To eliminate the fluctuations surrounding the local peaks in the calculated energy (see [2]), En[x] is filtered by a narrow Gaussian kernel (µ = 0, σkernel = 300 ms):

$$Z\left( t \right) = En\left[ {x\left( t \right)} \right]*N\left( {\mu , \sigma^{2} } \right),$$
(3)

where “*” indicates convolution, and N(.) is a zero-mean Gaussian kernel with a standard deviation of σ. This step helps better detection of R-peaks by smoothing the fluctuations near the peak of the energy signal.

R-peak detection

An iterative probabilistic approach is developed—based on prediction and update strategies—to detect the peaks of Z(t). We use an optimal search method to detect peaks based on the History-Dependent Inverse Gaussian (HDIG) point process model of heartbeat intervals [3, 61]. Given any R-peak index uk, the RR interval is calculated based on HDIG model using the previously detected R-peaks within the 25-s interval preceding uk. The HDIG model provides precise probabilistic definitions of heart rate variability that can be updated at any desired time resolution. The time-varying parameters of the HDIG point process model are estimated by the local maximum likelihood estimation of instantaneous heart rate variability [3]. The search for the next R-peak, in prediction step, is performed within the interval \(I = (u_{k} + {\text{RR(k)}} - a,u_{k} + {\text{RR(k)}} + a)\) for some chosen a (a = 300 ms in this work). The new R-peak, uk+1, is calculated, in the update step, as the maximum of Z(t) for t ɛ I. In fact, the HDIG model is incorporated to predict the interval within which the next R-peak occurs. Then, the detected R-peak in this interval updates the predicted RR interval.
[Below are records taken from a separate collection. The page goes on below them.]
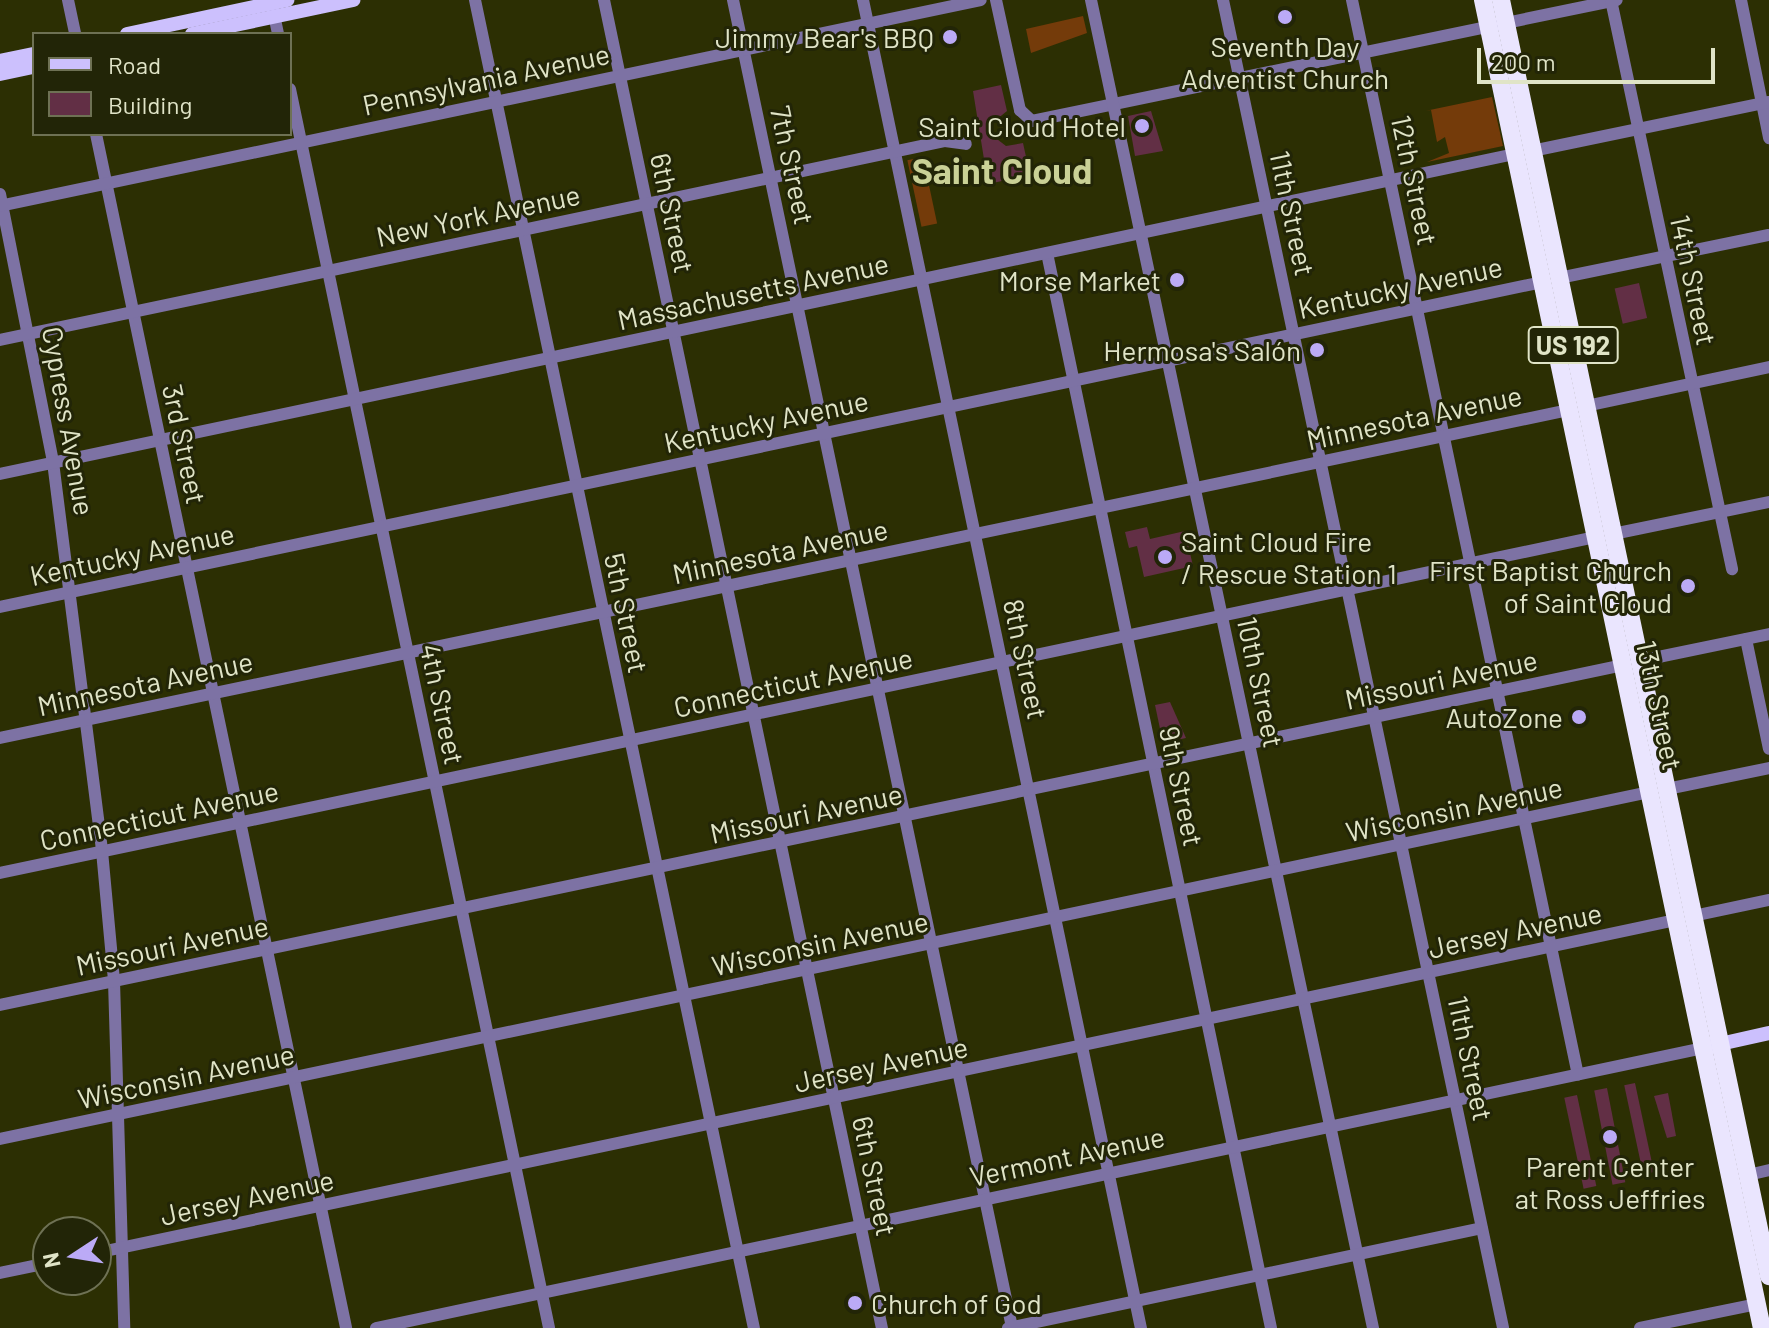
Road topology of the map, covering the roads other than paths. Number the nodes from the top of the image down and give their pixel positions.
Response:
1 (68, 0) edge
2 (353, 0) edge
3 (475, 0) edge
4 (604, 0) edge
5 (733, 0) edge
6 (863, 0) edge
7 (981, 0) edge
8 (996, 0) edge
9 (1091, 0) edge
10 (1223, 0) edge
11 (1352, 0) edge
12 (1483, 0) edge
13 (1501, 0) edge
14 (1613, 0) edge
15 (1741, 0) edge
16 (276, 5) edge
17 (868, 22) junction
18 (1497, 25) junction
19 (75, 32) edge
20 (137, 32) edge
21 (198, 32) edge
22 (278, 32) edge
23 (744, 50) junction
24 (32, 54) edge
25 (1363, 54) junction
26 (0, 61) edge
27 (32, 67) edge
28 (0, 74) edge
29 (620, 75) junction
30 (1239, 79) junction
31 (292, 99) edge
32 (496, 102) junction
33 (1766, 103) edge
34 (1113, 104) junction
35 (1638, 130) junction
36 (96, 136) edge
37 (1769, 138) edge
38 (301, 143) junction
39 (966, 144) dead end
40 (895, 152) junction
41 (1524, 152) junction
42 (771, 178) junction
43 (1390, 180) junction
44 (106, 184) junction
45 (1, 202) edge
46 (646, 204) junction
47 (1267, 206) junction
48 (522, 230) junction
49 (1141, 233) junction
50 (1769, 235) edge
51 (1047, 253) junction
52 (1665, 257) junction
53 (328, 272) junction
54 (922, 280) junction
55 (1551, 280) junction
56 (798, 306) junction
57 (1417, 308) junction
58 (133, 312) junction
59 (674, 332) junction
60 (29, 334) junction
61 (1294, 334) junction
62 (0, 340) edge
63 (550, 359) junction
64 (1169, 360) junction
65 (1769, 367) edge
66 (1073, 381) junction
67 (1691, 383) junction
68 (356, 399) junction
69 (949, 407) junction
70 (1578, 408) junction
71 (824, 433) junction
72 (1445, 436) junction
73 (160, 440) junction
74 (701, 459) junction
75 (1321, 461) junction
76 (53, 462) junction
77 (0, 474) edge
78 (576, 485) junction
79 (1195, 488) junction
80 (1769, 502) edge
81 (1099, 508) junction
82 (1719, 512) junction
83 (381, 526) junction
84 (975, 535) junction
85 (1604, 535) junction
86 (852, 562) junction
87 (1471, 563) junction
88 (187, 568) junction
89 (1732, 569) dead end
90 (729, 585) junction
91 (1347, 588) junction
92 (70, 591) junction
93 (0, 607) edge
94 (602, 614) junction
95 (1223, 616) junction
96 (1769, 634) edge
97 (1126, 636) junction
98 (1746, 639) junction
99 (407, 653) junction
100 (1003, 663) junction
101 (1631, 663) junction
102 (878, 689) junction
103 (1498, 692) junction
104 (213, 693) junction
105 (754, 714) junction
106 (1375, 717) junction
107 (87, 720) junction
108 (0, 738) edge
109 (629, 741) junction
110 (1250, 744) junction
111 (1769, 749) edge
112 (1153, 763) junction
113 (1769, 768) edge
114 (435, 781) junction
115 (1030, 789) junction
116 (1658, 791) junction
117 (905, 816) junction
118 (1525, 819) junction
119 (240, 823) junction
120 (781, 843) junction
121 (1401, 845) junction
122 (102, 851) junction
123 (657, 869) junction
124 (1277, 872) junction
125 (0, 873) edge
126 (1180, 892) junction
127 (1769, 900) edge
128 (461, 909) junction
129 (1056, 918) junction
130 (1685, 918) junction
131 (931, 944) junction
132 (1552, 947) junction
133 (267, 950) junction
134 (807, 971) junction
135 (1428, 973) junction
136 (114, 981) junction
137 (684, 996) junction
138 (1304, 999) junction
139 (0, 1005) edge
140 (1207, 1019) junction
141 (1769, 1033) edge
142 (487, 1037) junction
143 (1083, 1046) junction
144 (1712, 1046) junction
145 (958, 1072) junction
146 (1578, 1075) junction
147 (294, 1077) junction
148 (835, 1099) junction
149 (1455, 1101) junction
150 (120, 1114) junction
151 (709, 1125) junction
152 (1331, 1127) junction
153 (0, 1139) edge
154 (1233, 1147) junction
155 (515, 1165) junction
156 (1769, 1170) edge
157 (1110, 1173) junction
158 (1739, 1177) junction
159 (985, 1199) junction
160 (321, 1206) junction
161 (862, 1226) junction
162 (1482, 1228) junction
163 (125, 1247) junction
164 (112, 1250) edge
165 (737, 1251) junction
166 (1357, 1254) junction
167 (32, 1266) edge
168 (0, 1273) edge
169 (1260, 1274) junction
170 (1769, 1276) edge
171 (542, 1292) junction
172 (1136, 1300) junction
173 (1765, 1306) edge
174 (124, 1328) edge
175 (346, 1328) edge
176 (376, 1328) edge
177 (549, 1328) edge
178 (754, 1328) edge
179 (882, 1328) edge
180 (1010, 1328) edge
181 (1141, 1328) edge
182 (1271, 1328) edge
183 (1373, 1328) edge
184 (1503, 1328) edge
185 (1640, 1328) edge
186 (1762, 1328) edge

1 - 19 street
2 - 16 main road
3 - 32 street, 5th Street
4 - 29 street, 6th Street
5 - 23 street, 7th Street
6 - 17 street, 8th Street
7 - 17 street, Pennsylvania Avenue
8 - 34 street
9 - 34 street, 10th Street
10 - 30 street, 11th Street
11 - 25 street, 12th Street
12 - 18 highway
13 - 18 highway
14 - 18 street
14 - 35 street, 14th Street
15 - 33 street
16 - 20 main road
16 - 21 main road
16 - 22 street
17 - 23 street, Pennsylvania Avenue
17 - 40 street, 8th Street
18 - 25 street
18 - 41 highway
18 - 41 highway
23 - 29 street, Pennsylvania Avenue
23 - 42 street, 7th Street
24 - 26 main road
25 - 30 street
25 - 43 street, 12th Street
27 - 28 main road
29 - 32 street, Pennsylvania Avenue
29 - 46 street, 6th Street
30 - 34 street
30 - 47 street, 11th Street
31 - 38 street, 4th Street
32 - 38 street, Pennsylvania Avenue
32 - 48 street, 5th Street
33 - 35 street, Massachusetts Avenue
33 - 37 street
34 - 49 street, 10th Street
35 - 41 street, Massachusetts Avenue
35 - 52 street, 14th Street
36 - 44 street, 3rd Street
38 - 44 street, Pennsylvania Avenue
38 - 53 street, 4th Street
39 - 40 street, New York Avenue
40 - 42 street, New York Avenue
40 - 54 street, 8th Street
41 - 43 street, Massachusetts Avenue
41 - 55 highway
42 - 46 street, New York Avenue
42 - 56 street, 7th Street
43 - 47 street, Massachusetts Avenue
43 - 57 street, 12th Street
44 - 45 street, Pennsylvania Avenue
44 - 58 street, 3rd Street
45 - 60 street, Cypress Avenue
46 - 48 street, New York Avenue
46 - 59 street, 6th Street
47 - 49 street, Massachusetts Avenue
47 - 61 street, 11th Street
48 - 53 street, New York Avenue
48 - 63 street, 5th Street
49 - 51 street, Massachusetts Avenue
49 - 64 street, 10th Street
50 - 52 street, Kentucky Avenue
51 - 54 street, Massachusetts Avenue
51 - 66 street, 9th Street
52 - 55 street, Kentucky Avenue
52 - 67 street, 14th Street
53 - 58 street, New York Avenue
53 - 68 street, 4th Street
54 - 56 street, Massachusetts Avenue
54 - 69 street, 8th Street
55 - 57 street, Kentucky Avenue
55 - 70 highway, 13th Street / US 192
55 - 70 highway, US 192
56 - 59 street, Massachusetts Avenue
56 - 71 street, 7th Street
57 - 61 street, Kentucky Avenue
57 - 72 street, 12th Street
58 - 60 street, New York Avenue
58 - 73 street, 3rd Street
59 - 63 street, Massachusetts Avenue
59 - 74 street, 6th Street
60 - 62 street, New York Avenue
60 - 76 street, Cypress Avenue
61 - 64 street, Kentucky Avenue
61 - 75 street, 11th Street
63 - 68 street, Massachusetts Avenue
63 - 78 street, 5th Street
64 - 66 street, Kentucky Avenue
64 - 79 street, 10th Street
65 - 67 street, Minnesota Avenue
66 - 69 street, Kentucky Avenue
66 - 81 street, 9th Street
67 - 70 street, Minnesota Avenue
67 - 82 street, 14th Street
68 - 73 street, Massachusetts Avenue
68 - 83 street, 4th Street
69 - 71 street, Kentucky Avenue
69 - 84 street, 8th Street
70 - 72 street, Minnesota Avenue
70 - 85 highway, 13th Street / US 192
70 - 85 highway, 13th Street / US 192
71 - 74 street, Kentucky Avenue
71 - 86 street, 7th Street
72 - 75 street, Minnesota Avenue
72 - 87 street, 12th Street
73 - 76 street, Massachusetts Avenue
73 - 88 street, 3rd Street
74 - 78 street, Kentucky Avenue
74 - 90 street, 6th Street
75 - 79 street, Minnesota Avenue
75 - 91 street, 11th Street
76 - 77 street, Massachusetts Avenue
76 - 92 street, Cypress Avenue
78 - 83 street, Kentucky Avenue
78 - 94 street, 5th Street
79 - 81 street, Minnesota Avenue
79 - 95 street, 10th Street
80 - 82 street, Connecticut Avenue
81 - 84 street, Minnesota Avenue
81 - 97 street, 9th Street
82 - 85 street, Connecticut Avenue
82 - 89 street, 14th Street
83 - 88 street, Kentucky Avenue
83 - 99 street, 4th Street
84 - 86 street, Minnesota Avenue
84 - 100 street, 8th Street
85 - 87 street, Connecticut Avenue
85 - 101 highway, 13th Street / US 192
85 - 101 highway, 13th Street / US 192
86 - 90 street, Minnesota Avenue
86 - 102 street, 7th Street
87 - 91 street, Connecticut Avenue
87 - 103 street, 12th Street
88 - 92 street, Kentucky Avenue
88 - 104 street, 3rd Street
90 - 94 street, Minnesota Avenue
90 - 105 street, 6th Street
91 - 95 street, Connecticut Avenue
91 - 106 street, 11th Street
92 - 93 street, Kentucky Avenue
92 - 107 street, Cypress Avenue
94 - 99 street, Minnesota Avenue
94 - 109 street, 5th Street
95 - 97 street, Connecticut Avenue
95 - 110 street, 10th Street
96 - 98 street, Missouri Avenue
97 - 100 street, Connecticut Avenue
97 - 112 street, 9th Street
98 - 101 street, Missouri Avenue
98 - 111 street
99 - 104 street, Minnesota Avenue
99 - 114 street, 4th Street
100 - 102 street, Connecticut Avenue
100 - 115 street, 8th Street
101 - 103 street, Missouri Avenue
101 - 116 highway, 13th Street / US 192
101 - 116 highway, 13th Street / US 192
102 - 105 street, Connecticut Avenue
102 - 117 street, 7th Street
103 - 106 street, Missouri Avenue
103 - 118 street, 12th Street
104 - 107 street, Minnesota Avenue
104 - 119 street, 3rd Street
105 - 109 street, Connecticut Avenue
105 - 120 street, 6th Street
106 - 110 street, Missouri Avenue
106 - 121 street, 11th Street
107 - 108 street, Minnesota Avenue
107 - 122 street, Cypress Avenue
109 - 114 street, Connecticut Avenue
109 - 123 street, 5th Street
110 - 112 street, Missouri Avenue
110 - 124 street, 10th Street
112 - 115 street, Missouri Avenue
112 - 126 street, 9th Street
113 - 116 street, Wisconsin Avenue
114 - 119 street, Connecticut Avenue
114 - 128 street, 4th Street
115 - 117 street, Missouri Avenue
115 - 129 street, 8th Street
116 - 118 street, Wisconsin Avenue
116 - 130 highway, 13th Street / US 192
116 - 130 highway, 13th Street / US 192
117 - 120 street, Missouri Avenue
117 - 131 street, 7th Street
118 - 121 street, Wisconsin Avenue
118 - 132 street, 12th Street
119 - 122 street, Connecticut Avenue
119 - 133 street, 3rd Street
120 - 123 street, Missouri Avenue
120 - 134 street, 6th Street
121 - 124 street, Wisconsin Avenue
121 - 135 street, 11th Street
122 - 125 street, Connecticut Avenue
122 - 136 street, Cypress Avenue
123 - 128 street, Missouri Avenue
123 - 137 street, 5th Street
124 - 126 street, Wisconsin Avenue
124 - 138 street, 10th Street
126 - 129 street, Wisconsin Avenue
126 - 140 street, 9th Street
127 - 130 street, Jersey Avenue
128 - 133 street, Missouri Avenue
128 - 142 street, 4th Street
129 - 131 street, Wisconsin Avenue
129 - 143 street, 8th Street
130 - 132 street, Jersey Avenue
130 - 144 highway, 13th Street / US 192
131 - 134 street, Wisconsin Avenue
131 - 145 street, 7th Street
132 - 135 street, Jersey Avenue
132 - 146 street, 12th Street
133 - 136 street, Missouri Avenue
133 - 147 street, 3rd Street
134 - 137 street, Wisconsin Avenue
134 - 148 street, 6th Street
135 - 138 street, Jersey Avenue
135 - 149 street, 11th Street
136 - 139 street, Missouri Avenue
136 - 150 street, Cypress Avenue
137 - 142 street, Wisconsin Avenue
137 - 151 street, 5th Street
138 - 140 street, Jersey Avenue
138 - 152 street, 10th Street
140 - 143 street, Jersey Avenue
140 - 154 street, 9th Street
141 - 144 main road, Vermont Avenue
142 - 147 street, Wisconsin Avenue
142 - 155 street, 4th Street
143 - 145 street, Jersey Avenue
143 - 157 street, 8th Street
144 - 146 street, Vermont Avenue
144 - 158 highway, 13th Street / US 192
144 - 158 highway, 13th Street / US 192
145 - 148 street, Jersey Avenue
145 - 159 street, 7th Street
146 - 149 street, Vermont Avenue
147 - 150 street, Wisconsin Avenue
147 - 160 street, 3rd Street
148 - 151 street, Jersey Avenue
148 - 161 street, 6th Street
149 - 152 street, Vermont Avenue
149 - 162 street, 11th Street
150 - 153 street, Wisconsin Avenue
150 - 163 street, Cypress Avenue
151 - 155 street, Jersey Avenue
151 - 165 street, 5th Street
152 - 154 street, Vermont Avenue
152 - 166 street, 10th Street
154 - 157 street, Vermont Avenue
154 - 169 street, 9th Street
155 - 160 street, Jersey Avenue
155 - 171 street, 4th Street
156 - 158 street
157 - 159 street, Vermont Avenue
157 - 172 street, 8th Street
158 - 170 highway
158 - 173 highway, 13th Street / US 192
159 - 161 street, Vermont Avenue
159 - 180 street, 7th Street
160 - 163 street, Jersey Avenue
160 - 175 street, 3rd Street
161 - 165 street, Vermont Avenue
161 - 179 street, 6th Street
162 - 166 street
162 - 184 street, 11th Street
163 - 164 street, Jersey Avenue
163 - 174 street, Cypress Avenue
165 - 171 street, Vermont Avenue
165 - 178 street, 5th Street
166 - 169 street
166 - 183 street, 10th Street
167 - 168 street
169 - 172 street
169 - 182 street, 9th Street
171 - 176 street, Vermont Avenue
171 - 177 street, 4th Street
172 - 180 street
172 - 181 street, 8th Street
173 - 185 street
173 - 186 highway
It is to be noted that we compare the performance of this probabilistic method (based on HDIG) in detecting R-peaks with that of the optimal-threshold method (see Additional file 1: Appendix B for details on this method). Therefore, steps 1–3 of our algorithm are the same for both methods.

Statistical tests

The ANOVA tests are performed to compare different groups and to decide if they are significantly different. All ANOVA tests are performed for pairwise comparisons, i.e., two groups in each test. For example, for comparing the F1-scores of HDIG and that of PT, in the jogging state, all (jogging) samples from different electrodes across the waist are included. Then, the pairwise ANOVA test is performed: F-statistic is calculated and the corresponding p-values are shown.

For pairwise comparisons, the ANOVA test and t-test are almost equivalent. Both tests consider the difference between groups by comparing their mean and standard deviation. ANOVA test is more appropriate than t-test when ≥ 3 groups are to be compared. And, we choose ANOVA test over t-test to be consistent with the possible “comparisons for ≥ 3 groups” in the future work, e.g., it might be needed to compare multiple (≥ 10) electrode materials. Thus, ANOVA tests can be performed for all 10 groups, and if the results were significant, the group with the highest mean can be selected.